*PROBLEM DETAILS:* Skip the images and return the records below exactly.

-=-=-

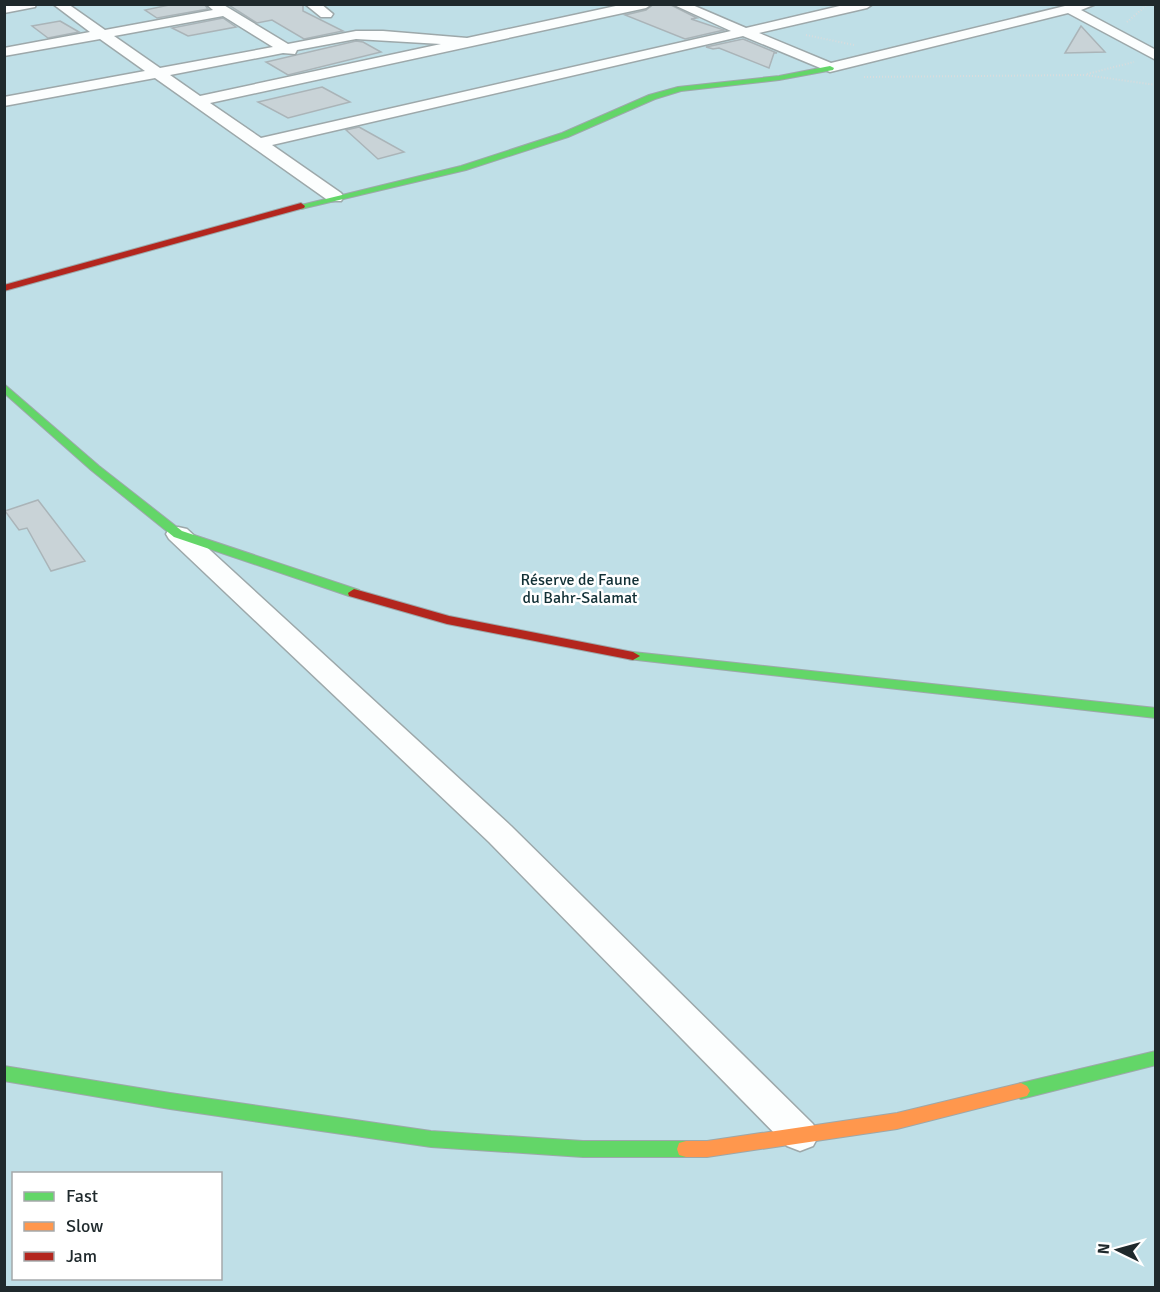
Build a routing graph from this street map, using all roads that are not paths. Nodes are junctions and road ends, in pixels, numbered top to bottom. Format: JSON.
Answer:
{"nodes":[{"id":1,"x":30,"y":4,"type":"edge"},
{"id":2,"x":59,"y":4,"type":"edge"},
{"id":3,"x":311,"y":4,"type":"edge"},
{"id":4,"x":646,"y":4,"type":"edge"},
{"id":5,"x":678,"y":4,"type":"edge"},
{"id":6,"x":867,"y":4,"type":"edge"},
{"id":7,"x":1090,"y":4,"type":"edge"},
{"id":8,"x":218,"y":8,"type":"edge"},
{"id":9,"x":4,"y":9,"type":"edge"},
{"id":10,"x":1069,"y":9,"type":"junction"},
{"id":11,"x":326,"y":14,"type":"dead end"},
{"id":12,"x":748,"y":33,"type":"junction"},
{"id":13,"x":101,"y":34,"type":"junction"},
{"id":14,"x":465,"y":42,"type":"junction"},
{"id":15,"x":284,"y":48,"type":"junction"},
{"id":16,"x":4,"y":52,"type":"edge"},
{"id":17,"x":1150,"y":58,"type":"edge"},
{"id":18,"x":830,"y":68,"type":"junction"},
{"id":19,"x":156,"y":73,"type":"junction"},
{"id":20,"x":328,"y":73,"type":"junction"},
{"id":21,"x":196,"y":101,"type":"junction"},
{"id":22,"x":4,"y":102,"type":"edge"},
{"id":23,"x":257,"y":144,"type":"junction"},
{"id":24,"x":335,"y":197,"type":"junction"},
{"id":25,"x":4,"y":288,"type":"edge"},
{"id":26,"x":4,"y":387,"type":"edge"},
{"id":27,"x":178,"y":534,"type":"junction"},
{"id":28,"x":1155,"y":712,"type":"edge"},
{"id":29,"x":1155,"y":1058,"type":"edge"},
{"id":30,"x":4,"y":1073,"type":"edge"},
{"id":31,"x":800,"y":1135,"type":"junction"}],
"edges":[{"from":1,"to":9,"type":"street"},
{"from":2,"to":13,"type":"street"},
{"from":3,"to":11,"type":"street"},
{"from":4,"to":14,"type":"street"},
{"from":5,"to":12,"type":"street"},
{"from":6,"to":12,"type":"street"},
{"from":7,"to":10,"type":"street"},
{"from":8,"to":13,"type":"street"},
{"from":8,"to":15,"type":"street"},
{"from":10,"to":17,"type":"street"},
{"from":10,"to":18,"type":"street"},
{"from":12,"to":18,"type":"street"},
{"from":12,"to":23,"type":"street"},
{"from":13,"to":16,"type":"street"},
{"from":13,"to":19,"type":"street"},
{"from":14,"to":15,"type":"street"},
{"from":14,"to":20,"type":"street"},
{"from":15,"to":19,"type":"street"},
{"from":15,"to":20,"type":"street"},
{"from":18,"to":24,"type":"street"},
{"from":19,"to":21,"type":"street"},
{"from":19,"to":22,"type":"street"},
{"from":20,"to":21,"type":"street"},
{"from":21,"to":23,"type":"street"},
{"from":23,"to":24,"type":"street"},
{"from":24,"to":25,"type":"street"},
{"from":26,"to":27,"type":"street"},
{"from":27,"to":28,"type":"street"},
{"from":27,"to":31,"type":"street"},
{"from":29,"to":31,"type":"street"},
{"from":30,"to":31,"type":"street"}]}
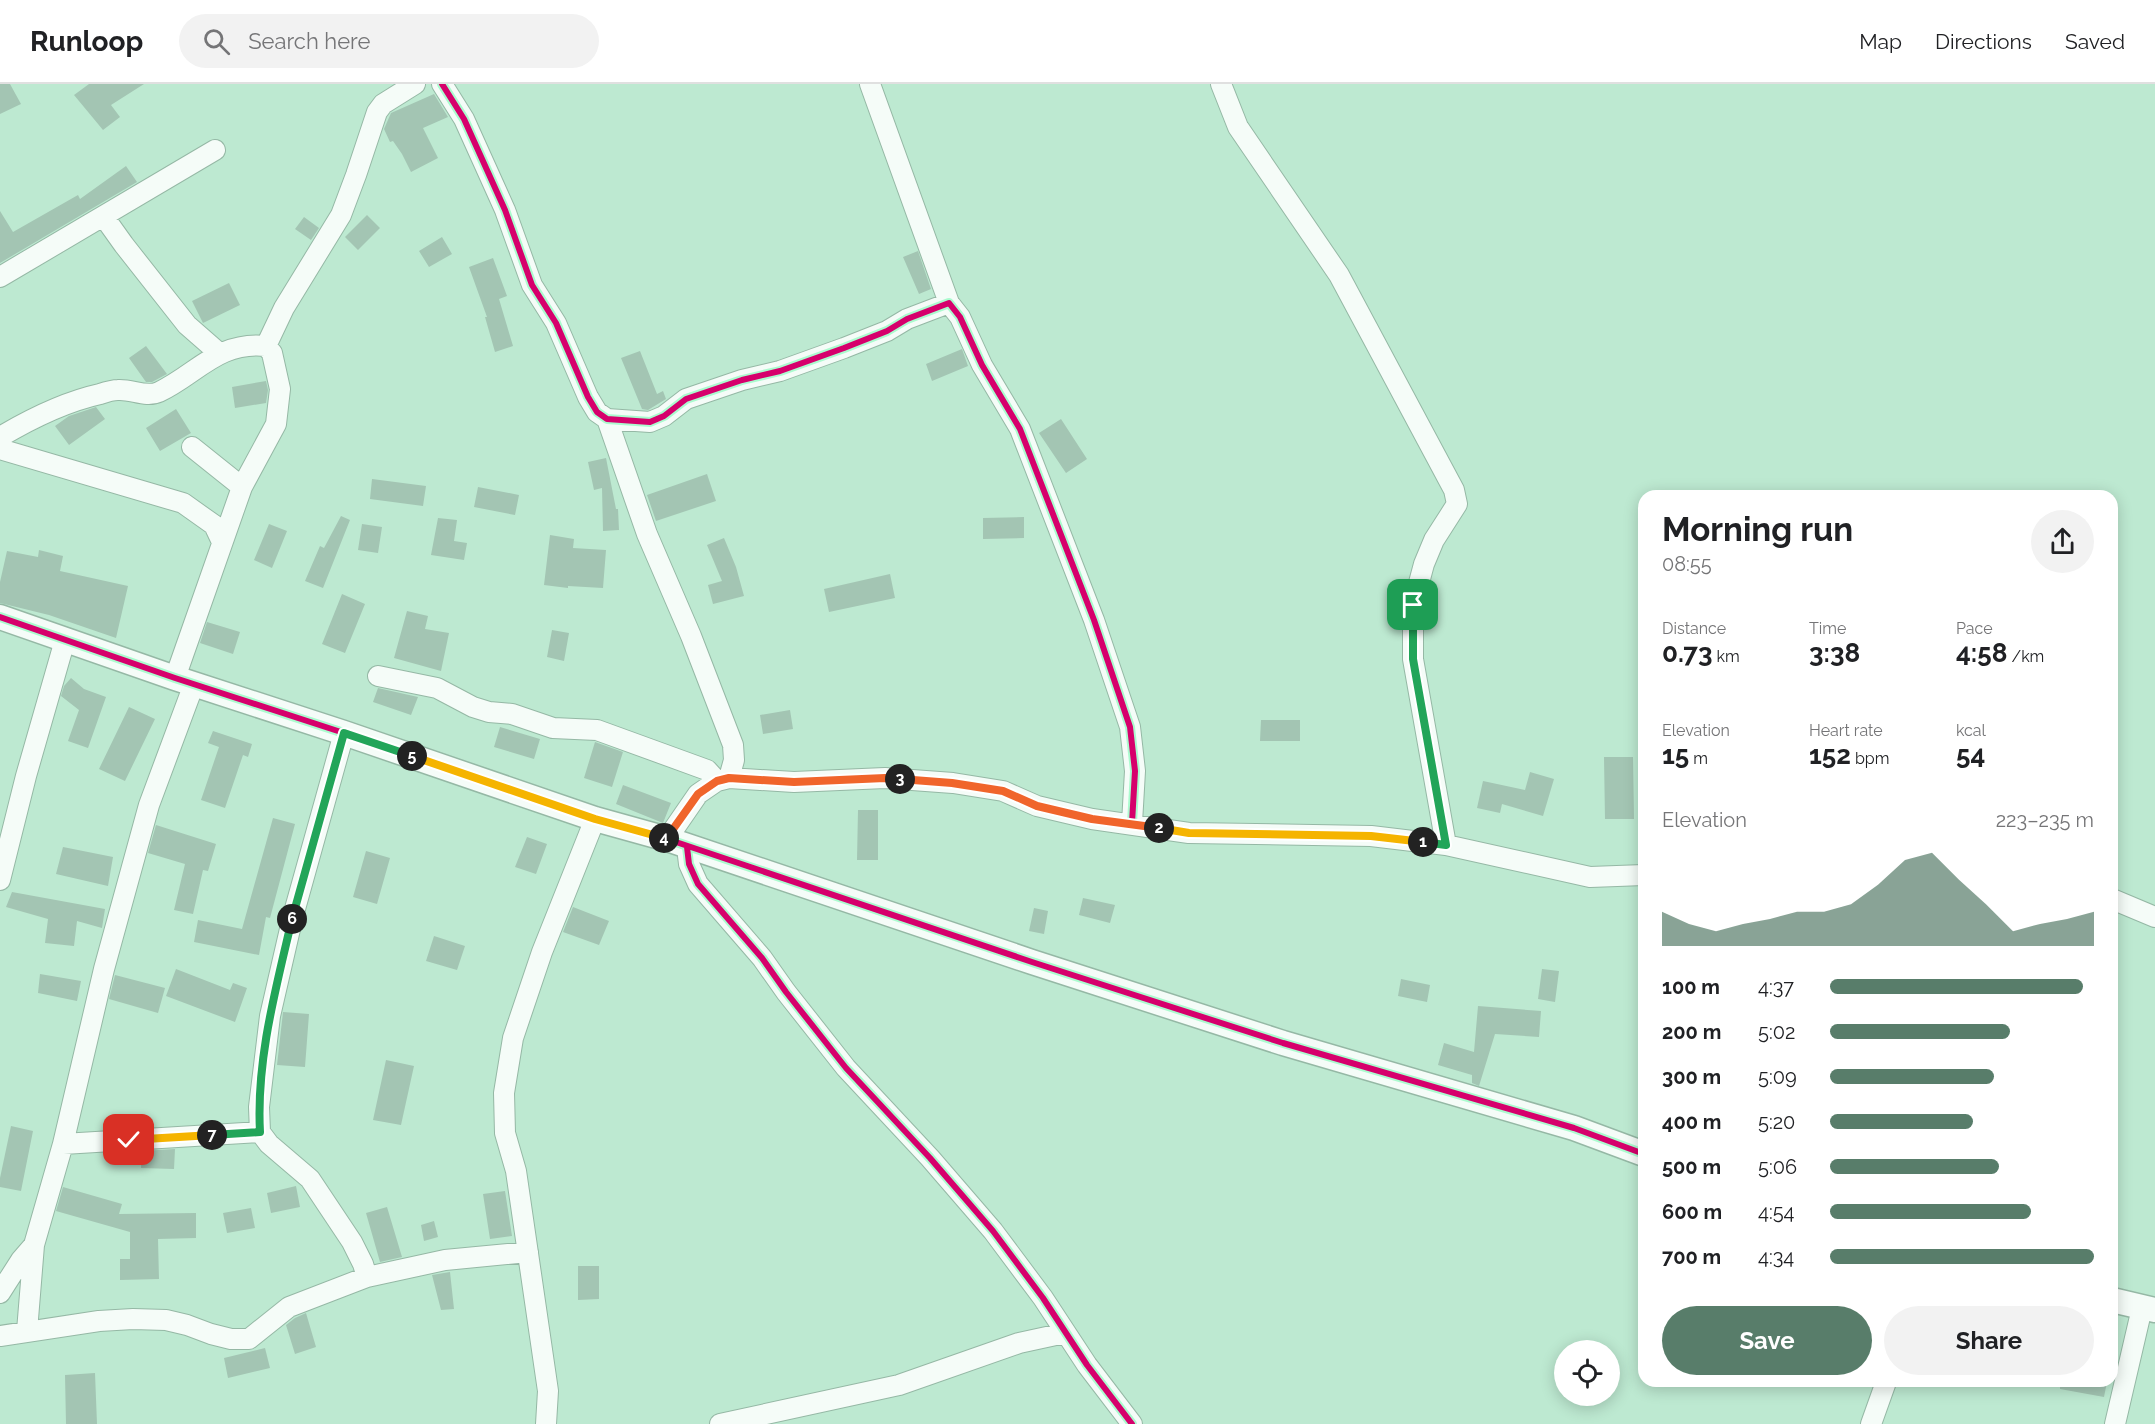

-=-=-

*OUTPUT:*
Build a routing graph from this street map, using all roads that are not paths. Nodes are junctions and road ends, in pixels, numbered top to bottom. Format: JSON.
Answer:
{"nodes":[{"id":1,"x":30,"y":4,"type":"edge"},
{"id":2,"x":59,"y":4,"type":"edge"},
{"id":3,"x":311,"y":4,"type":"edge"},
{"id":4,"x":646,"y":4,"type":"edge"},
{"id":5,"x":678,"y":4,"type":"edge"},
{"id":6,"x":867,"y":4,"type":"edge"},
{"id":7,"x":1090,"y":4,"type":"edge"},
{"id":8,"x":218,"y":8,"type":"edge"},
{"id":9,"x":4,"y":9,"type":"edge"},
{"id":10,"x":1069,"y":9,"type":"junction"},
{"id":11,"x":326,"y":14,"type":"dead end"},
{"id":12,"x":748,"y":33,"type":"junction"},
{"id":13,"x":101,"y":34,"type":"junction"},
{"id":14,"x":465,"y":42,"type":"junction"},
{"id":15,"x":284,"y":48,"type":"junction"},
{"id":16,"x":4,"y":52,"type":"edge"},
{"id":17,"x":1150,"y":58,"type":"edge"},
{"id":18,"x":830,"y":68,"type":"junction"},
{"id":19,"x":156,"y":73,"type":"junction"},
{"id":20,"x":328,"y":73,"type":"junction"},
{"id":21,"x":196,"y":101,"type":"junction"},
{"id":22,"x":4,"y":102,"type":"edge"},
{"id":23,"x":257,"y":144,"type":"junction"},
{"id":24,"x":335,"y":197,"type":"junction"},
{"id":25,"x":4,"y":288,"type":"edge"},
{"id":26,"x":4,"y":387,"type":"edge"},
{"id":27,"x":178,"y":534,"type":"junction"},
{"id":28,"x":1155,"y":712,"type":"edge"},
{"id":29,"x":1155,"y":1058,"type":"edge"},
{"id":30,"x":4,"y":1073,"type":"edge"},
{"id":31,"x":800,"y":1135,"type":"junction"}],
"edges":[{"from":1,"to":9,"type":"street"},
{"from":2,"to":13,"type":"street"},
{"from":3,"to":11,"type":"street"},
{"from":4,"to":14,"type":"street"},
{"from":5,"to":12,"type":"street"},
{"from":6,"to":12,"type":"street"},
{"from":7,"to":10,"type":"street"},
{"from":8,"to":13,"type":"street"},
{"from":8,"to":15,"type":"street"},
{"from":10,"to":17,"type":"street"},
{"from":10,"to":18,"type":"street"},
{"from":12,"to":18,"type":"street"},
{"from":12,"to":23,"type":"street"},
{"from":13,"to":16,"type":"street"},
{"from":13,"to":19,"type":"street"},
{"from":14,"to":15,"type":"street"},
{"from":14,"to":20,"type":"street"},
{"from":15,"to":19,"type":"street"},
{"from":15,"to":20,"type":"street"},
{"from":18,"to":24,"type":"street"},
{"from":19,"to":21,"type":"street"},
{"from":19,"to":22,"type":"street"},
{"from":20,"to":21,"type":"street"},
{"from":21,"to":23,"type":"street"},
{"from":23,"to":24,"type":"street"},
{"from":24,"to":25,"type":"street"},
{"from":26,"to":27,"type":"street"},
{"from":27,"to":28,"type":"street"},
{"from":27,"to":31,"type":"street"},
{"from":29,"to":31,"type":"street"},
{"from":30,"to":31,"type":"street"}]}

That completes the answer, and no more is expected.